• [THE TASK]
Please copy the data below exactly; none of the pictures in it belong in the copy.

-*-

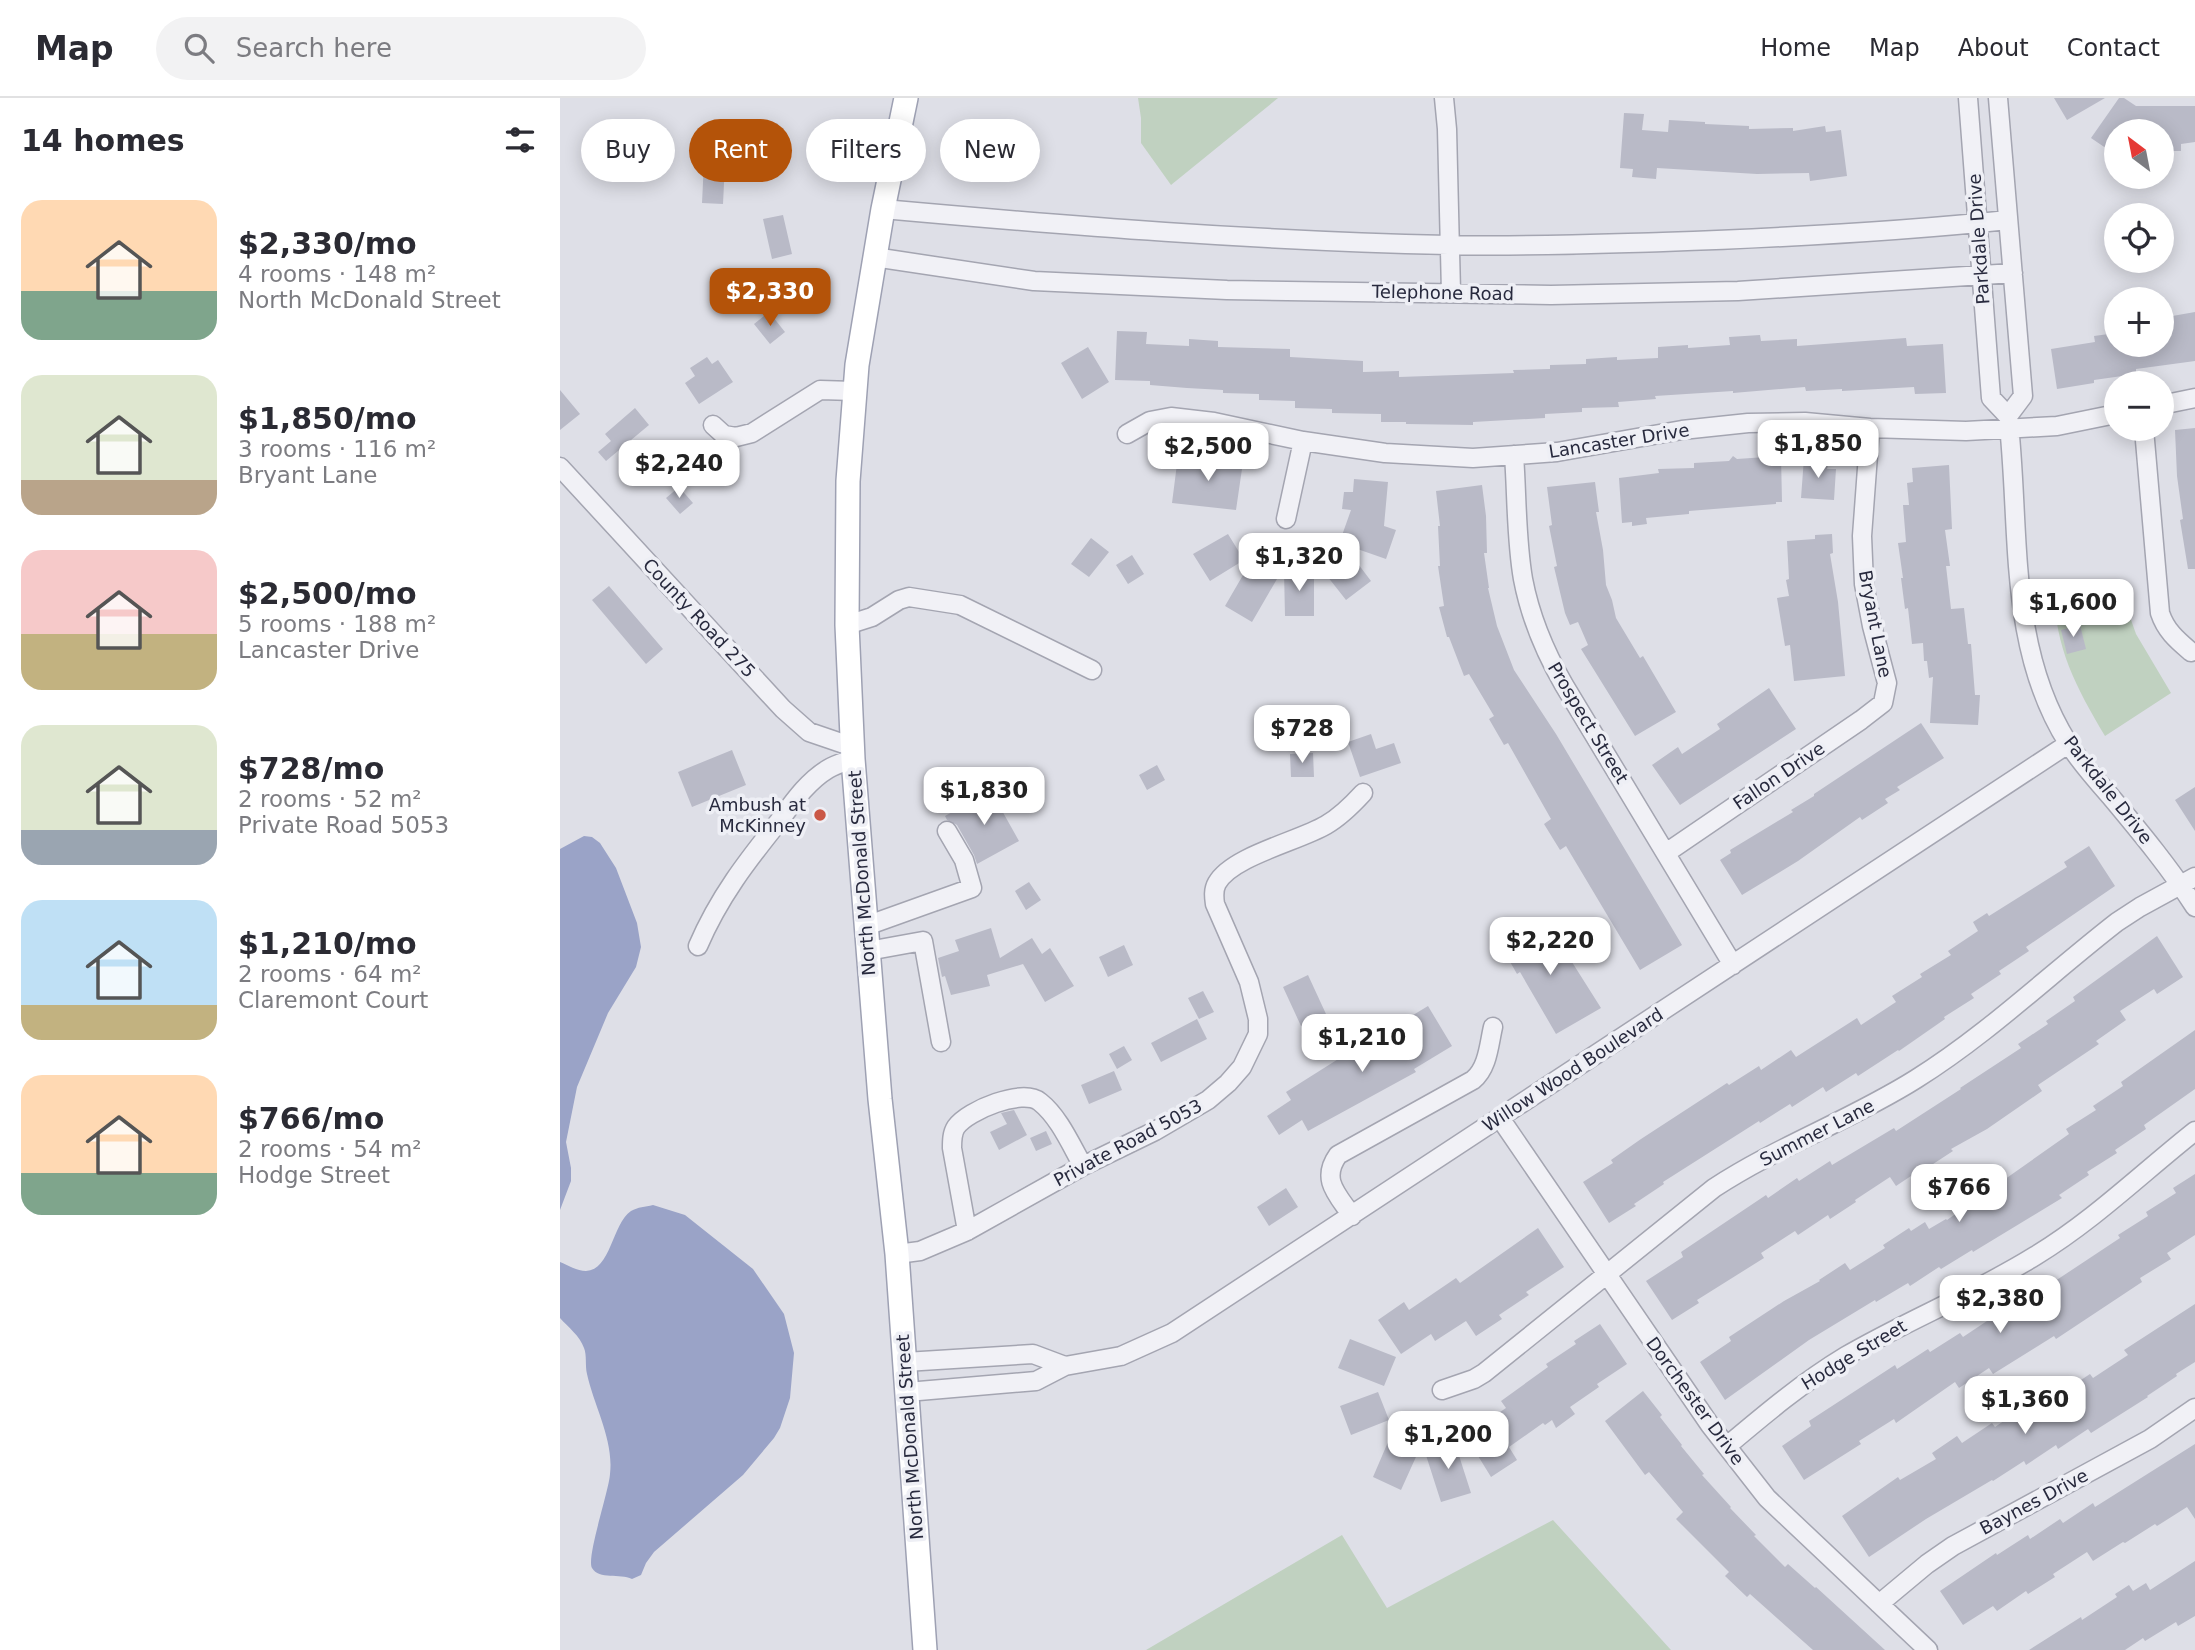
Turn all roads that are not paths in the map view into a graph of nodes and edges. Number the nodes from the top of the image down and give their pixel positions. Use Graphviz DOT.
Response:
graph roads {
  1 [pos="906,98"];
  2 [pos="1444,98"];
  3 [pos="1968,98"];
  4 [pos="1997,98"];
  5 [pos="883,209"];
  6 [pos="2008,220"];
  7 [pos="1978,223"];
  8 [pos="1451,246"];
  9 [pos="874,257"];
  10 [pos="2012,272"];
  11 [pos="1981,275"];
  12 [pos="1451,292"];
  13 [pos="854,391"];
  14 [pos="2195,398"];
  15 [pos="2174,402"];
  16 [pos="2104,416"];
  17 [pos="2008,422"];
  18 [pos="713,425"];
  19 [pos="1870,428"];
  20 [pos="1127,434"];
  21 [pos="1303,441"];
  22 [pos="2145,441"];
  23 [pos="1514,455"];
  24 [pos="560,467"];
  25 [pos="1286,519"];
  26 [pos="847,625"];
  27 [pos="2191,652"];
  28 [pos="1092,670"];
  29 [pos="1886,694"];
  30 [pos="2068,744"];
  31 [pos="853,753"];
  32 [pos="1363,793"];
  33 [pos="947,831"];
  34 [pos="1666,853"];
  35 [pos="2188,881"];
  36 [pos="2195,907"];
  37 [pos="866,926"];
  38 [pos="698,946"];
  39 [pos="868,951"];
  40 [pos="1733,965"];
  41 [pos="1493,1027"];
  42 [pos="941,1042"];
  43 [pos="1500,1118"];
  44 [pos="2195,1131"];
  45 [pos="1083,1166"];
  46 [pos="1352,1216"];
  47 [pos="967,1231"];
  48 [pos="897,1254"];
  49 [pos="1605,1274"];
  50 [pos="905,1362"];
  51 [pos="1065,1366"];
  52 [pos="1441,1390"];
  53 [pos="907,1392"];
  54 [pos="2195,1408"];
  55 [pos="1727,1446"];
  56 [pos="1879,1604"];
  57 [pos="925,1650"];
  58 [pos="1928,1650"];
  1 -- 5 [label="main road, North McDonald Street"];
  2 -- 8 [label="street"];
  3 -- 7 [label="street, Parkdale Drive"];
  4 -- 6 [label="street, Parkdale Drive"];
  5 -- 8 [label="street"];
  5 -- 9 [label="main road, North McDonald Street"];
  6 -- 7 [label="street"];
  6 -- 10 [label="street, Parkdale Drive"];
  7 -- 8 [label="street"];
  7 -- 11 [label="street, Parkdale Drive"];
  8 -- 12 [label="street"];
  9 -- 12 [label="street, Telephone Road"];
  9 -- 13 [label="main road, North McDonald Street"];
  10 -- 11 [label="street, Telephone Road"];
  10 -- 17 [label="street, Parkdale Drive"];
  11 -- 12 [label="street, Telephone Road"];
  11 -- 17 [label="street, Parkdale Drive"];
  13 -- 18 [label="street"];
  13 -- 26 [label="main road, North McDonald Street"];
  14 -- 15 [label="street"];
  16 -- 17 [label="street, Lancaster Drive"];
  17 -- 19 [label="street, Lancaster Drive"];
  17 -- 30 [label="street, Parkdale Drive"];
  19 -- 23 [label="street, Lancaster Drive"];
  19 -- 29 [label="street, Bryant Lane"];
  20 -- 21 [label="street, Lancaster Drive"];
  21 -- 23 [label="street, Lancaster Drive"];
  21 -- 25 [label="street"];
  22 -- 27 [label="street"];
  23 -- 34 [label="street, Prospect Street"];
  24 -- 31 [label="street, County Road 275"];
  26 -- 28 [label="street"];
  26 -- 31 [label="main road, North McDonald Street"];
  29 -- 34 [label="street, Fallon Drive"];
  30 -- 35 [label="street, Parkdale Drive"];
  30 -- 40 [label="street, Willow Wood Boulevard"];
  31 -- 37 [label="main road, North McDonald Street"];
  31 -- 38 [label="street"];
  32 -- 45 [label="street, Private Road 5053"];
  33 -- 37 [label="street"];
  34 -- 40 [label="street, Prospect Street"];
  35 -- 36 [label="street, Parkdale Drive"];
  35 -- 49 [label="street, Summer Lane"];
  37 -- 39 [label="main road, North McDonald Street"];
  39 -- 42 [label="street"];
  39 -- 48 [label="main road, North McDonald Street"];
  40 -- 43 [label="street, Willow Wood Boulevard"];
  41 -- 46 [label="street"];
  43 -- 46 [label="street, Willow Wood Boulevard"];
  43 -- 49 [label="street, Dorchester Drive"];
  44 -- 55 [label="street, Hodge Street"];
  45 -- 47 [label="street, Private Road 5053"];
  45 -- 47 [label="street"];
  46 -- 51 [label="street, Willow Wood Boulevard"];
  47 -- 48 [label="street, Private Road 5053"];
  48 -- 50 [label="main road, North McDonald Street"];
  49 -- 52 [label="street, Summer Lane"];
  49 -- 55 [label="street, Dorchester Drive"];
  50 -- 51 [label="street"];
  50 -- 53 [label="main road, North McDonald Street"];
  51 -- 53 [label="street, Willow Wood Boulevard"];
  53 -- 57 [label="main road, North McDonald Street"];
  54 -- 56 [label="street, Baynes Drive"];
  55 -- 56 [label="street, Dorchester Drive"];
  56 -- 58 [label="street, Dorchester Drive"];
}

-*-

• [RESPONSE]
Turn all roads that are not paths in the map view into a graph of nodes and edges. Number the nodes from the top of the image down and give their pixel positions. Use Graphviz DOT.
Response:
graph roads {
  1 [pos="906,98"];
  2 [pos="1444,98"];
  3 [pos="1968,98"];
  4 [pos="1997,98"];
  5 [pos="883,209"];
  6 [pos="2008,220"];
  7 [pos="1978,223"];
  8 [pos="1451,246"];
  9 [pos="874,257"];
  10 [pos="2012,272"];
  11 [pos="1981,275"];
  12 [pos="1451,292"];
  13 [pos="854,391"];
  14 [pos="2195,398"];
  15 [pos="2174,402"];
  16 [pos="2104,416"];
  17 [pos="2008,422"];
  18 [pos="713,425"];
  19 [pos="1870,428"];
  20 [pos="1127,434"];
  21 [pos="1303,441"];
  22 [pos="2145,441"];
  23 [pos="1514,455"];
  24 [pos="560,467"];
  25 [pos="1286,519"];
  26 [pos="847,625"];
  27 [pos="2191,652"];
  28 [pos="1092,670"];
  29 [pos="1886,694"];
  30 [pos="2068,744"];
  31 [pos="853,753"];
  32 [pos="1363,793"];
  33 [pos="947,831"];
  34 [pos="1666,853"];
  35 [pos="2188,881"];
  36 [pos="2195,907"];
  37 [pos="866,926"];
  38 [pos="698,946"];
  39 [pos="868,951"];
  40 [pos="1733,965"];
  41 [pos="1493,1027"];
  42 [pos="941,1042"];
  43 [pos="1500,1118"];
  44 [pos="2195,1131"];
  45 [pos="1083,1166"];
  46 [pos="1352,1216"];
  47 [pos="967,1231"];
  48 [pos="897,1254"];
  49 [pos="1605,1274"];
  50 [pos="905,1362"];
  51 [pos="1065,1366"];
  52 [pos="1441,1390"];
  53 [pos="907,1392"];
  54 [pos="2195,1408"];
  55 [pos="1727,1446"];
  56 [pos="1879,1604"];
  57 [pos="925,1650"];
  58 [pos="1928,1650"];
  1 -- 5 [label="main road, North McDonald Street"];
  2 -- 8 [label="street"];
  3 -- 7 [label="street, Parkdale Drive"];
  4 -- 6 [label="street, Parkdale Drive"];
  5 -- 8 [label="street"];
  5 -- 9 [label="main road, North McDonald Street"];
  6 -- 7 [label="street"];
  6 -- 10 [label="street, Parkdale Drive"];
  7 -- 8 [label="street"];
  7 -- 11 [label="street, Parkdale Drive"];
  8 -- 12 [label="street"];
  9 -- 12 [label="street, Telephone Road"];
  9 -- 13 [label="main road, North McDonald Street"];
  10 -- 11 [label="street, Telephone Road"];
  10 -- 17 [label="street, Parkdale Drive"];
  11 -- 12 [label="street, Telephone Road"];
  11 -- 17 [label="street, Parkdale Drive"];
  13 -- 18 [label="street"];
  13 -- 26 [label="main road, North McDonald Street"];
  14 -- 15 [label="street"];
  16 -- 17 [label="street, Lancaster Drive"];
  17 -- 19 [label="street, Lancaster Drive"];
  17 -- 30 [label="street, Parkdale Drive"];
  19 -- 23 [label="street, Lancaster Drive"];
  19 -- 29 [label="street, Bryant Lane"];
  20 -- 21 [label="street, Lancaster Drive"];
  21 -- 23 [label="street, Lancaster Drive"];
  21 -- 25 [label="street"];
  22 -- 27 [label="street"];
  23 -- 34 [label="street, Prospect Street"];
  24 -- 31 [label="street, County Road 275"];
  26 -- 28 [label="street"];
  26 -- 31 [label="main road, North McDonald Street"];
  29 -- 34 [label="street, Fallon Drive"];
  30 -- 35 [label="street, Parkdale Drive"];
  30 -- 40 [label="street, Willow Wood Boulevard"];
  31 -- 37 [label="main road, North McDonald Street"];
  31 -- 38 [label="street"];
  32 -- 45 [label="street, Private Road 5053"];
  33 -- 37 [label="street"];
  34 -- 40 [label="street, Prospect Street"];
  35 -- 36 [label="street, Parkdale Drive"];
  35 -- 49 [label="street, Summer Lane"];
  37 -- 39 [label="main road, North McDonald Street"];
  39 -- 42 [label="street"];
  39 -- 48 [label="main road, North McDonald Street"];
  40 -- 43 [label="street, Willow Wood Boulevard"];
  41 -- 46 [label="street"];
  43 -- 46 [label="street, Willow Wood Boulevard"];
  43 -- 49 [label="street, Dorchester Drive"];
  44 -- 55 [label="street, Hodge Street"];
  45 -- 47 [label="street, Private Road 5053"];
  45 -- 47 [label="street"];
  46 -- 51 [label="street, Willow Wood Boulevard"];
  47 -- 48 [label="street, Private Road 5053"];
  48 -- 50 [label="main road, North McDonald Street"];
  49 -- 52 [label="street, Summer Lane"];
  49 -- 55 [label="street, Dorchester Drive"];
  50 -- 51 [label="street"];
  50 -- 53 [label="main road, North McDonald Street"];
  51 -- 53 [label="street, Willow Wood Boulevard"];
  53 -- 57 [label="main road, North McDonald Street"];
  54 -- 56 [label="street, Baynes Drive"];
  55 -- 56 [label="street, Dorchester Drive"];
  56 -- 58 [label="street, Dorchester Drive"];
}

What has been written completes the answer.